TASK DIRECTIONS | Retype the listing exactly. Leave out the images.

MATERIAL FOR THE TASK |
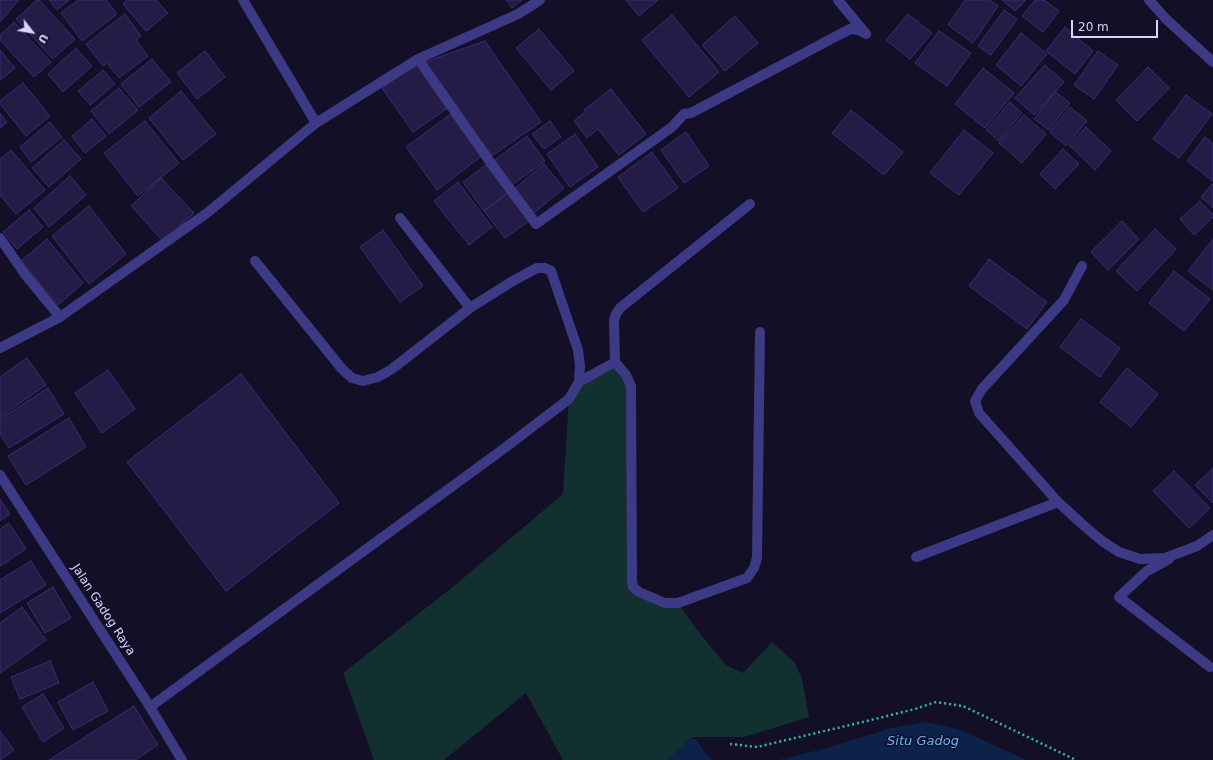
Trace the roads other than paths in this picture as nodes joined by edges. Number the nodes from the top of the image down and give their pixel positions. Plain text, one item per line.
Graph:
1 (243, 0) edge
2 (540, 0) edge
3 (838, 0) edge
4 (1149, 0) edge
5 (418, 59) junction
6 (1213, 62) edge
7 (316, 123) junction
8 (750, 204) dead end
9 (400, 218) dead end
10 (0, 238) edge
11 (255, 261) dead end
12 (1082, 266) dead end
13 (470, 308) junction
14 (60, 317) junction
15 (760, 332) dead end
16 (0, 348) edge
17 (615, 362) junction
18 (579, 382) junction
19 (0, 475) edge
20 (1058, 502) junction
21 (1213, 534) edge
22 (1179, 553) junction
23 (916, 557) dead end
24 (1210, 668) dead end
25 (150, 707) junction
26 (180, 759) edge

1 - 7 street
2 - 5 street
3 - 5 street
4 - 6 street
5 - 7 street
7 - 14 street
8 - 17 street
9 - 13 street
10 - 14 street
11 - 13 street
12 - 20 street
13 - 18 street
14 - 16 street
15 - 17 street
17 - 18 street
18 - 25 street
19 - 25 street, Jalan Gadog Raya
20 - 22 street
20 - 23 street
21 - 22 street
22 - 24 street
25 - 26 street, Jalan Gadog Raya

SOLVED EXERCISE |
Trace the roads other than paths in this picture as nodes joined by edges. Number the nodes from the top of the image down and give their pixel positions. Plain text, one item per line.
Graph:
1 (243, 0) edge
2 (540, 0) edge
3 (838, 0) edge
4 (1149, 0) edge
5 (418, 59) junction
6 (1213, 62) edge
7 (316, 123) junction
8 (750, 204) dead end
9 (400, 218) dead end
10 (0, 238) edge
11 (255, 261) dead end
12 (1082, 266) dead end
13 (470, 308) junction
14 (60, 317) junction
15 (760, 332) dead end
16 (0, 348) edge
17 (615, 362) junction
18 (579, 382) junction
19 (0, 475) edge
20 (1058, 502) junction
21 (1213, 534) edge
22 (1179, 553) junction
23 (916, 557) dead end
24 (1210, 668) dead end
25 (150, 707) junction
26 (180, 759) edge

1 - 7 street
2 - 5 street
3 - 5 street
4 - 6 street
5 - 7 street
7 - 14 street
8 - 17 street
9 - 13 street
10 - 14 street
11 - 13 street
12 - 20 street
13 - 18 street
14 - 16 street
15 - 17 street
17 - 18 street
18 - 25 street
19 - 25 street, Jalan Gadog Raya
20 - 22 street
20 - 23 street
21 - 22 street
22 - 24 street
25 - 26 street, Jalan Gadog Raya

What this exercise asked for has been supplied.